人気者じゃん1
「ねえ、沢井灯って今、なんかよくわかんない公立高校にいるらしいよ」
「え誰?」
「あー、なんかすごい子だっけ?同い年だったような」
修徳舎高校のグラウンド、1年生部員達が練習後の片付けをしながら話している
「そうそう」
「本当に?」
「だからそれ誰なのよ!」
「しかもこの間1回戦で敗退してたみたいだよ」
「へえ~」
ネットを運びながら大声で話している部員達の声を気にしない素振りで大田は黙々と一人トンボをかける
すると同じくトンボかけをしていた田中雅美が太田へ近づいてきた。
「沢井さんだって、そんなにすごい選手なのかな。ねえ、球希は知ってる?」
太田は田中を無視しトンボかけを続けた
「あ、もしかして前に球希が言ってた絶対に勝てない選手のことかな」
田中が独り言のように言葉を漏らすと大田の足が止まった。
「は?そんなこと言ってないし」
大田が反応したことで田中は嬉しそうに口角を上げた
「そうだっけ、ごめんごめん」
田中が言い終わるまえに大田は再びトンボをかける
「なんか向こうで盛り上がってるみたいだよ。人気者じゃん、その沢井って人」
「お前は知らないんだな」
大田が今度は手を止める事なく言葉を返す
「知らない、だって私県外から来たんだもん」
「中学の時に大会とかで見かけなかったのか」
「うーん、どうだろ分かんない。
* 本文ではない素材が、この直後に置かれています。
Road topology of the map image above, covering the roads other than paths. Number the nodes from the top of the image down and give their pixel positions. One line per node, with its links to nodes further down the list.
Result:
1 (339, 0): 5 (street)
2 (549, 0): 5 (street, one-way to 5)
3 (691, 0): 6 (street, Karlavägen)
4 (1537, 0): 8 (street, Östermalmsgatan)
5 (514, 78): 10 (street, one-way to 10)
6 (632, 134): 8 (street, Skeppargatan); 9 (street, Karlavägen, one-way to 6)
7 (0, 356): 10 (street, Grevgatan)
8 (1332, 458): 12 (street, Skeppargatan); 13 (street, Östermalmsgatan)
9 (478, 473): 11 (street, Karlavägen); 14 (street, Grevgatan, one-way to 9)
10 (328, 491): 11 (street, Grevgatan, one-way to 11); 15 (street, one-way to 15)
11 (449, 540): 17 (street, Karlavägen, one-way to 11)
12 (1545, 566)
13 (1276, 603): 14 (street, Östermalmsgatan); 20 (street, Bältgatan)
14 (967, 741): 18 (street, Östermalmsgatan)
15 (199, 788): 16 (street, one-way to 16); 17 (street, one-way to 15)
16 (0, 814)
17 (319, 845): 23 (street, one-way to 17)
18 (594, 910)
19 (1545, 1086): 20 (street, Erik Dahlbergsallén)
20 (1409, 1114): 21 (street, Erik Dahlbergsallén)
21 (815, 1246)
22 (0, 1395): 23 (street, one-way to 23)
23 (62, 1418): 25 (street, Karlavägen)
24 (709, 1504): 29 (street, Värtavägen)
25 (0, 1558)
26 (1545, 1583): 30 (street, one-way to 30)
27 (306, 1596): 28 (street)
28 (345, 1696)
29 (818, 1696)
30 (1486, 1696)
でも対戦したことは無いと思うよ」
田中は大田の隣にピッタリくっつきながらトンボをかける
「ねえ、もしさ、その沢井さんと私が対戦したとしたら、どっちが勝つと思う?」
「お前と沢井が、か…」
田中は投手として高いセンスを持っており、中学時代に全国の名門校から複数のスカウトを受けた中で、修徳舎高校を選んだ。
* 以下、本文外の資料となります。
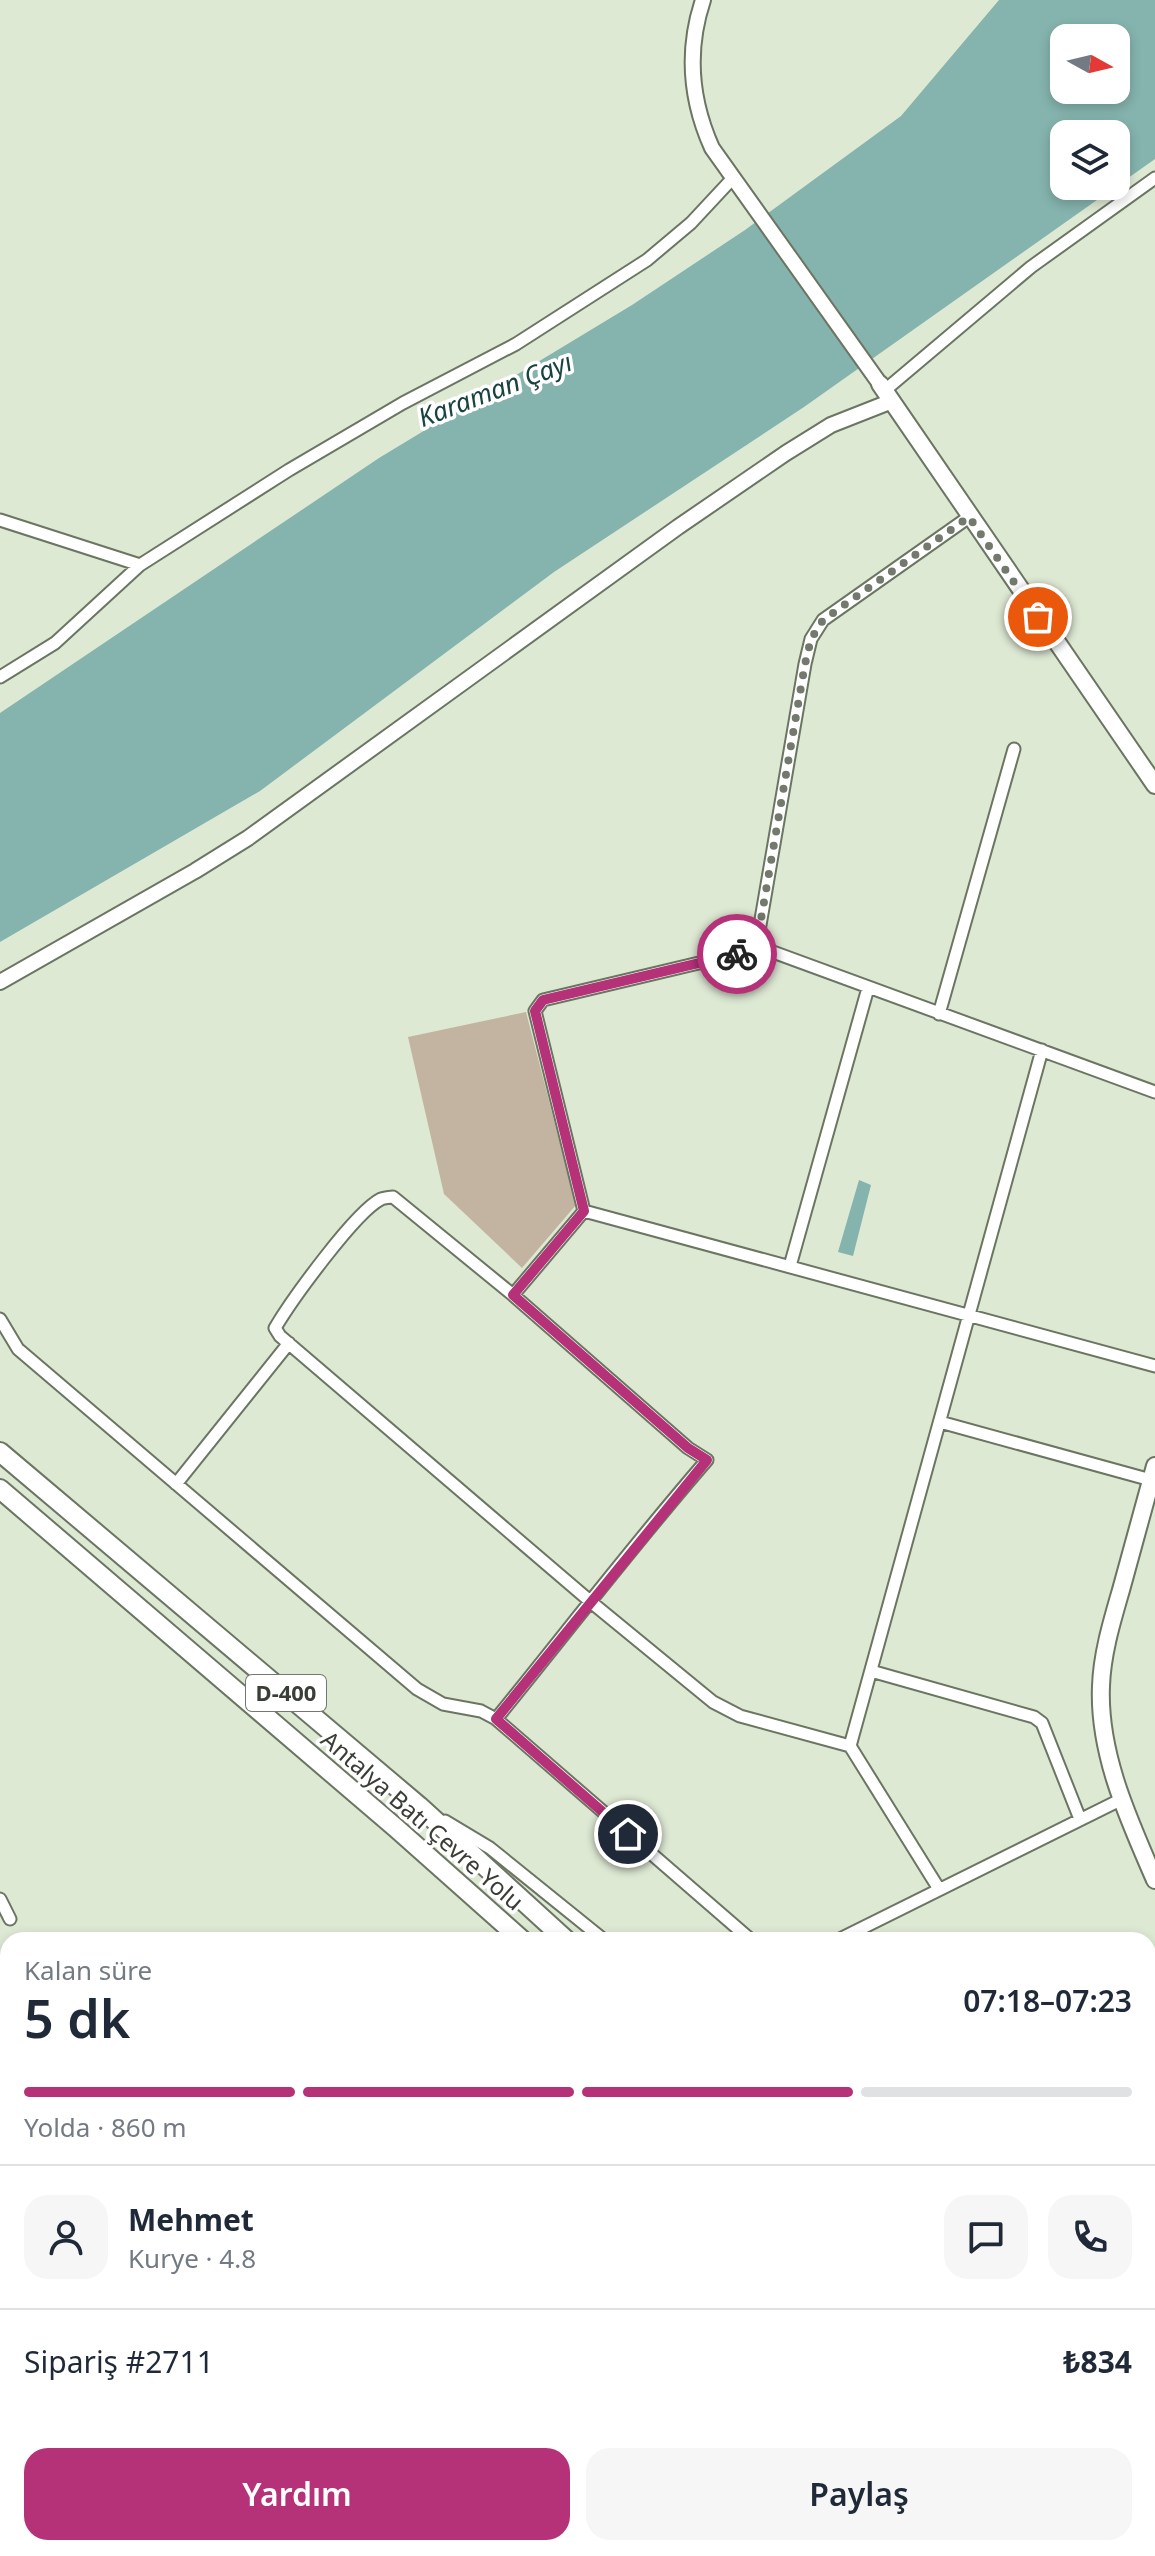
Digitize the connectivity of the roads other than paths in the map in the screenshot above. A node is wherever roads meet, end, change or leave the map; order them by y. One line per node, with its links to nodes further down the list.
1 (703, 0): 3 (street)
2 (1155, 178): 4 (street)
3 (732, 179): 4 (street); 7 (street)
4 (885, 392): 5 (main road); 12 (street)
5 (969, 517): 10 (main road); 11 (street)
6 (0, 520): 7 (street)
7 (140, 565): 8 (street)
8 (0, 677)
9 (1014, 749): 14 (street)
10 (1155, 785)
11 (762, 948): 13 (street); 17 (street)
12 (0, 982)
13 (868, 988): 14 (street); 18 (street)
14 (939, 1014): 15 (street)
15 (1042, 1050): 16 (street); 20 (street)
16 (1155, 1092)
17 (584, 1211): 18 (street); 19 (street)
18 (790, 1266): 20 (street)
19 (513, 1295): 22 (street); 29 (street)
20 (969, 1316): 23 (street); 24 (street)
21 (0, 1319): 27 (street)
22 (289, 1343): 27 (street); 29 (street)
23 (1155, 1366)
24 (940, 1422): 26 (street); 30 (street)
25 (0, 1452): 34 (highway, D-400)
26 (1153, 1473): 33 (main road)
27 (176, 1484): 31 (street)
28 (0, 1489): 40 (highway, Antalya Batı Çevre Yolu)
29 (591, 1602): 31 (street); 32 (street)
30 (871, 1671): 32 (street); 35 (street)
31 (496, 1719): 43 (street)
32 (850, 1746): 37 (street)
33 (1122, 1799): 35 (street); 36 (main road)
34 (419, 1806): 41 (highway, D-400); 42 (street)
35 (1080, 1819): 37 (street)
36 (1155, 1880)
37 (939, 1889): 44 (street)
38 (0, 1899): 39 (street)
39 (10, 1919)
40 (513, 1932)
41 (557, 1932)
42 (594, 1932)
43 (742, 1932)
44 (854, 1932)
全国から有望選手が集まる修徳舎だが、普段の練習や練習試合においても田中は上級生に匹敵するレベルの投球を見せ、監督からの期待も厚く、1年生の部員のなかでは大田と田中はベンチメンバーではあるが、大会のメンバーに選ばれている
大田はそんな田中の実力は十分に理解しているが、記憶の中の沢井と比べてもすぐに答えが出なかった。
「えー、そんなに悩むんだ」
「…正直わからん」
「マジかー、それじゃあいつか対戦してみたいな」
「いつかは大会とかで当たることになるかもしれないしな」
「うん、でも抑えるよ」
大田は思わず足を止めて田中へと顔を向けた
「抑えるよ、全打席、三振で」
大田よりすこし進んだ所で田中も足を止め、太田の方へ振り返る
その田中の表情は、自信に溢れたような微笑みを浮かべていた。
あぁ、もしかしたらコイツなら…と、大田は思ったが口にする事は無く、黙って足を進めトンボをかける
田中は少しの間足を止めたまま大田の背中を見つめ、追いかけるように再び足を進めた。